Now I feel energized to do my Hi191 paper later and study for my orals tom. I can't wait for sem break.



*** As I was walking across SOM, I was smiling and I thanked God for being so nice to me. Then I remembered that the other day I was asking him to let me know that He still loved me even though I haven't been so good lately (like I said I've been feeling pretty low and weary lately) and I just thought or maybe felt that this was His answer. And I could just imagine Him saying "I love you" to me...and so I smiled, made lambing, and said, "I love you too Lord..." ***

Wednesday, October 1, 2008

What a Day

My day started out pretty bad...felt bad because I was kinda mean or I felt selfish in the morning because I denied the driver 5 bucks. That upset me real bad and so I felt real bad, I felt like I wouldn't even enjoy the rest of my day. Then I ate lunch, I didn't even finish my food, it wasn't as good either. Then I drank my medicine and I don't think I drank enough water because the weird medicine stuck in my throat thing happened and I was trying to burp it out until the afternoon.

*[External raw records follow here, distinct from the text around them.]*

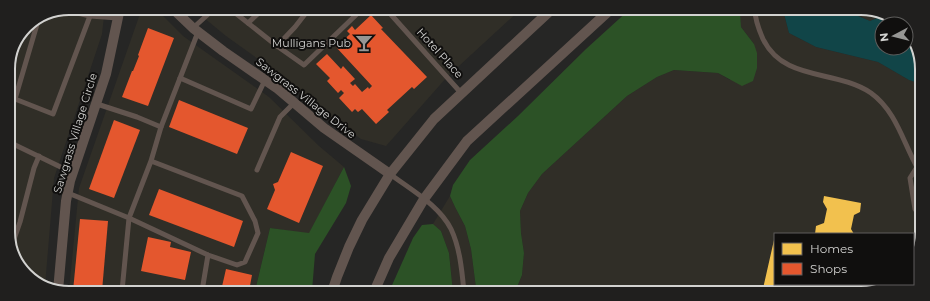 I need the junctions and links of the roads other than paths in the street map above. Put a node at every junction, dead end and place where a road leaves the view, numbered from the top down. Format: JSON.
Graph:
{"nodes":[{"id":1,"x":86,"y":15,"type":"edge"},
{"id":2,"x":97,"y":15,"type":"edge"},
{"id":3,"x":119,"y":15,"type":"edge"},
{"id":4,"x":180,"y":15,"type":"edge"},
{"id":5,"x":209,"y":15,"type":"edge"},
{"id":6,"x":238,"y":15,"type":"edge"},
{"id":7,"x":257,"y":15,"type":"edge"},
{"id":8,"x":304,"y":15,"type":"edge"},
{"id":9,"x":356,"y":15,"type":"edge"},
{"id":10,"x":391,"y":15,"type":"edge"},
{"id":11,"x":546,"y":15,"type":"edge"},
{"id":12,"x":604,"y":15,"type":"edge"},
{"id":13,"x":756,"y":15,"type":"edge"},
{"id":14,"x":90,"y":16,"type":"junction"},
{"id":15,"x":248,"y":23,"type":"junction"},
{"id":16,"x":36,"y":26,"type":"edge"},
{"id":17,"x":196,"y":30,"type":"junction"},
{"id":18,"x":277,"y":46,"type":"junction"},
{"id":19,"x":180,"y":78,"type":"junction"},
{"id":20,"x":265,"y":80,"type":"junction"},
{"id":21,"x":462,"y":94,"type":"junction"},
{"id":22,"x":15,"y":98,"type":"edge"},
{"id":23,"x":15,"y":98,"type":"edge"},
{"id":24,"x":294,"y":103,"type":"junction"},
{"id":25,"x":97,"y":104,"type":"junction"},
{"id":26,"x":161,"y":128,"type":"junction"},
{"id":27,"x":15,"y":145,"type":"edge"},
{"id":28,"x":39,"y":156,"type":"junction"},
{"id":29,"x":915,"y":160,"type":"edge"},
{"id":30,"x":151,"y":161,"type":"junction"},
{"id":31,"x":257,"y":170,"type":"dead end"},
{"id":32,"x":915,"y":170,"type":"edge"},
{"id":33,"x":73,"y":173,"type":"junction"},
{"id":34,"x":390,"y":174,"type":"junction"},
{"id":35,"x":68,"y":193,"type":"junction"},
{"id":36,"x":424,"y":199,"type":"junction"},
{"id":37,"x":915,"y":209,"type":"edge"},
{"id":38,"x":129,"y":218,"type":"junction"},
{"id":39,"x":15,"y":235,"type":"edge"},
{"id":40,"x":208,"y":255,"type":"junction"},
{"id":41,"x":59,"y":285,"type":"edge"},
{"id":42,"x":122,"y":286,"type":"edge"},
{"id":43,"x":203,"y":286,"type":"edge"},
{"id":44,"x":334,"y":286,"type":"edge"},
{"id":45,"x":377,"y":286,"type":"edge"},
{"id":46,"x":463,"y":286,"type":"edge"}],
"edges":[{"from":1,"to":14,"type":"lane"},
{"from":2,"to":14,"type":"lane"},
{"from":3,"to":25,"type":"street","name":"Sawgrass Village Circle"},
{"from":4,"to":17,"type":"street","name":"Sawgrass Village Drive"},
{"from":5,"to":17,"type":"lane"},
{"from":6,"to":15,"type":"lane"},
{"from":7,"to":15,"type":"lane"},
{"from":8,"to":18,"type":"lane"},
{"from":9,"to":18,"type":"lane"},
{"from":10,"to":21,"type":"lane","name":"Hotel Place"},
{"from":11,"to":21,"type":"street"},
{"from":12,"to":36,"type":"street"},
{"from":13,"to":29,"type":"lane"},
{"from":14,"to":23,"type":"lane"},
{"from":15,"to":18,"type":"lane"},
{"from":16,"to":22,"type":"lane"},
{"from":17,"to":19,"type":"lane"},
{"from":17,"to":20,"type":"street","name":"Sawgrass Village Drive"},
{"from":19,"to":20,"type":"lane"},
{"from":19,"to":26,"type":"lane"},
{"from":20,"to":24,"type":"street","name":"Sawgrass Village Drive"},
{"from":21,"to":34,"type":"street"},
{"from":24,"to":31,"type":"lane"},
{"from":24,"to":34,"type":"street","name":"Sawgrass Village Drive"},
{"from":25,"to":26,"type":"lane"},
{"from":25,"to":33,"type":"street","name":"Sawgrass Village Circle"},
{"from":26,"to":30,"type":"lane"},
{"from":27,"to":28,"type":"lane"},
{"from":28,"to":33,"type":"lane"},
{"from":28,"to":39,"type":"lane"},
{"from":30,"to":38,"type":"lane"},
{"from":30,"to":40,"type":"lane"},
{"from":32,"to":37,"type":"lane"},
{"from":33,"to":35,"type":"street","name":"Sawgrass Village Circle"},
{"from":34,"to":36,"type":"lane"},
{"from":34,"to":44,"type":"street"},
{"from":35,"to":38,"type":"lane"},
{"from":35,"to":41,"type":"street","name":"Sawgrass Village Circle"},
{"from":36,"to":45,"type":"street"},
{"from":36,"to":46,"type":"lane"},
{"from":38,"to":40,"type":"lane"},
{"from":38,"to":42,"type":"lane"},
{"from":40,"to":43,"type":"lane"}]} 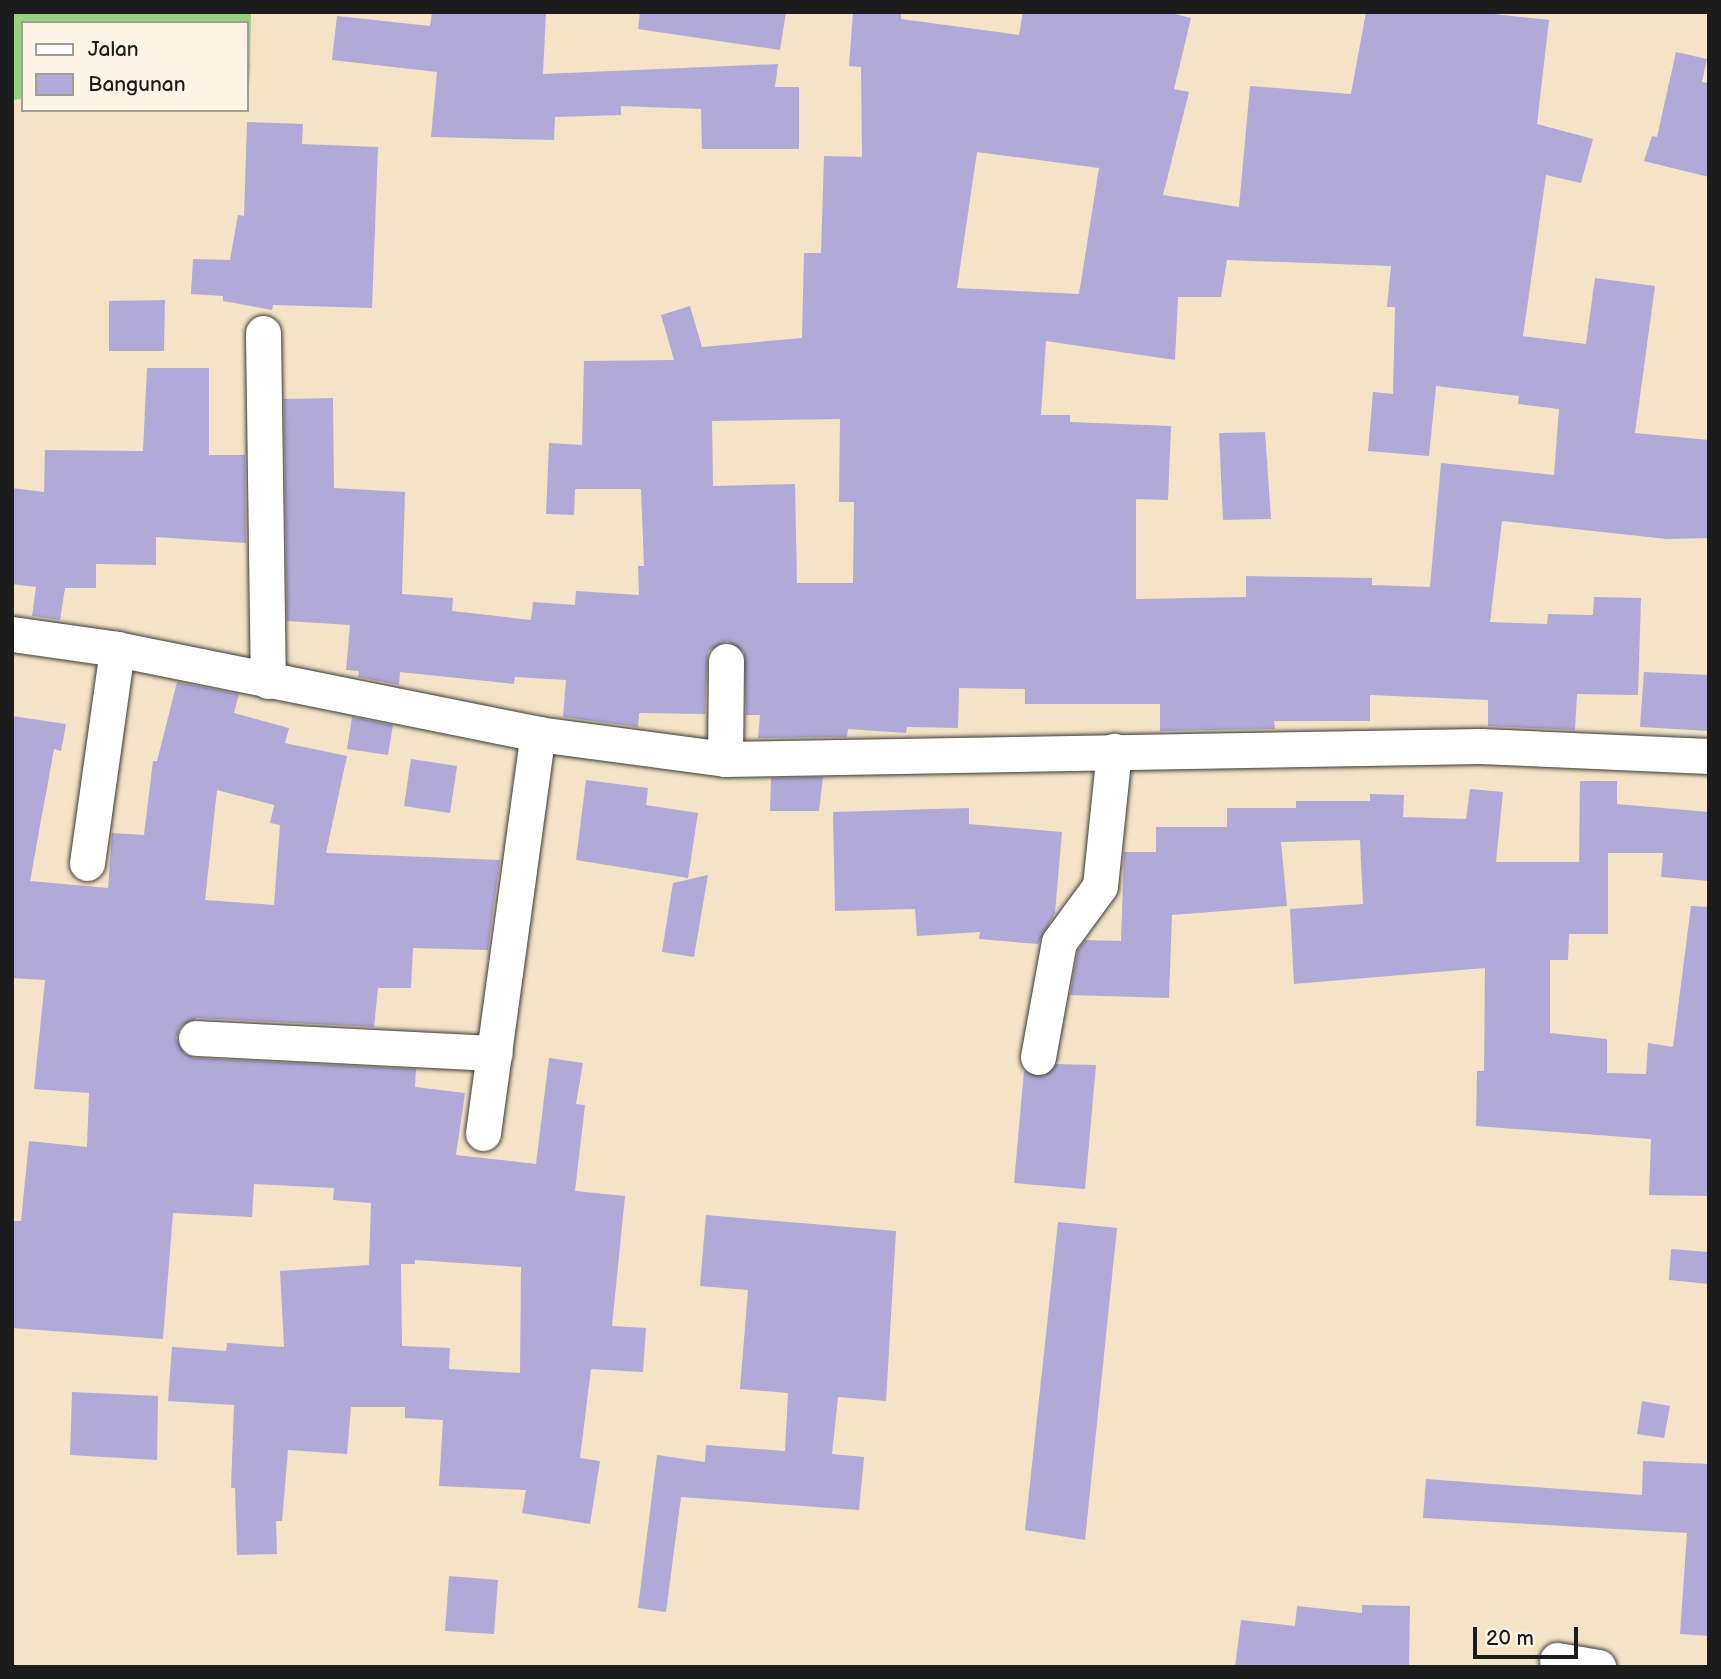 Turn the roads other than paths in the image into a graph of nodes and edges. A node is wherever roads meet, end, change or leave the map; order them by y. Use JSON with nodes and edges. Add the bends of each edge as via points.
{"nodes":[{"id":1,"x":263,"y":333,"type":"dead end"},
{"id":2,"x":12,"y":634,"type":"edge"},
{"id":3,"x":117,"y":649,"type":"junction"},
{"id":4,"x":726,"y":661,"type":"dead end"},
{"id":5,"x":268,"y":681,"type":"junction"},
{"id":6,"x":538,"y":734,"type":"junction"},
{"id":7,"x":1114,"y":751,"type":"junction"},
{"id":8,"x":1709,"y":756,"type":"edge"},
{"id":9,"x":725,"y":759,"type":"junction"},
{"id":10,"x":88,"y":863,"type":"dead end"},
{"id":11,"x":196,"y":1038,"type":"dead end"},
{"id":12,"x":495,"y":1053,"type":"junction"},
{"id":13,"x":1038,"y":1057,"type":"dead end"},
{"id":14,"x":483,"y":1133,"type":"dead end"},
{"id":15,"x":1557,"y":1660,"type":"dead end"},
{"id":16,"x":1598,"y":1667,"type":"edge"}],
"edges":[{"from":1,"to":5,"type":"street"},
{"from":2,"to":3,"type":"street"},
{"from":3,"to":5,"type":"street"},
{"from":3,"to":10,"type":"street"},
{"from":4,"to":9,"type":"street"},
{"from":5,"to":6,"type":"street"},
{"from":6,"to":9,"type":"street"},
{"from":6,"to":12,"type":"street"},
{"from":7,"to":8,"type":"street","via":[[1480,746]]},
{"from":7,"to":9,"type":"street"},
{"from":7,"to":13,"type":"street","via":[[1100,886],[1062,934]]},
{"from":11,"to":12,"type":"street"},
{"from":12,"to":14,"type":"street"},
{"from":15,"to":16,"type":"street"}]}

It wasn't a good feeling, I couldn't breathe properly. Then I had class, got a bit sleepy...then I got hungry again so I bought a sandwich and wished I had just eaten that earlier instead of what I ate. Then I bought iced tea, but it tasted funny so I threw it because I was afraid of another stomach ache...I didn't go to school the day before because I rested from fever and stomachache. Then my day started getting a bit better, although I wasn't able to correctly guess Isabela's painting, but I had an interesting conversation with her. Oh yeah, Sam and I got an A in our research proposal, it was an A from Dr. Aguilar so that was special because I thought I would never get an A from him. Then I ran into Ate Myla who was so nice so it made me smile. These happened after I went to the chapel, although that was when my burping thing started. Then I picked up Ai from bel, hehe....Then the bonfire. Got stuck buying shirts so I wasn't able to get a spot in the Gesu then I was worrying about the shirts and my deal with buying them so I was distracted in the mass, started feeling bad again. Then Hans and Jen couldn't come. Wasn't able to get a seat. Then Kaye came. Started having a good time. made new friends while in line...so long wait...super muddy..but cool because got to meet the players who were real nice although they weren't complete anymore. they were real nice and Chris Tiu remembered me. Jai was funny and cute. Nonoy was nice and seemed shy. Just had fun. It was cool. they were real nice. Ang sarap maging Atenista. then ducky adventure to go the wall. way home. laughing and talking. nice bonding with kaye. finally ate dinner after standing in line for i dnt knw how long then got home around 3. took a bath, ate then went to bed 4am. woke up almost 2..ate lunch then surfed the net, about to work but decided to write the draft of this blog..and here it is.

scrap the plans for doing polsci paper, haha...

left admu past 2. got home almost 3, bought food. slept 4am.

MY SHOULDER HURTS TOO...CARRIED MY BAG ALL DAY, EVEN IN THE BONFIRE.

I still owe myself blogs about the RESOLUTION OF OLYMPIC DILEMMA (OLYMPIC VIDEOS and GOING TO CHA'S HOUSE) and my WNBA FREAKDOM.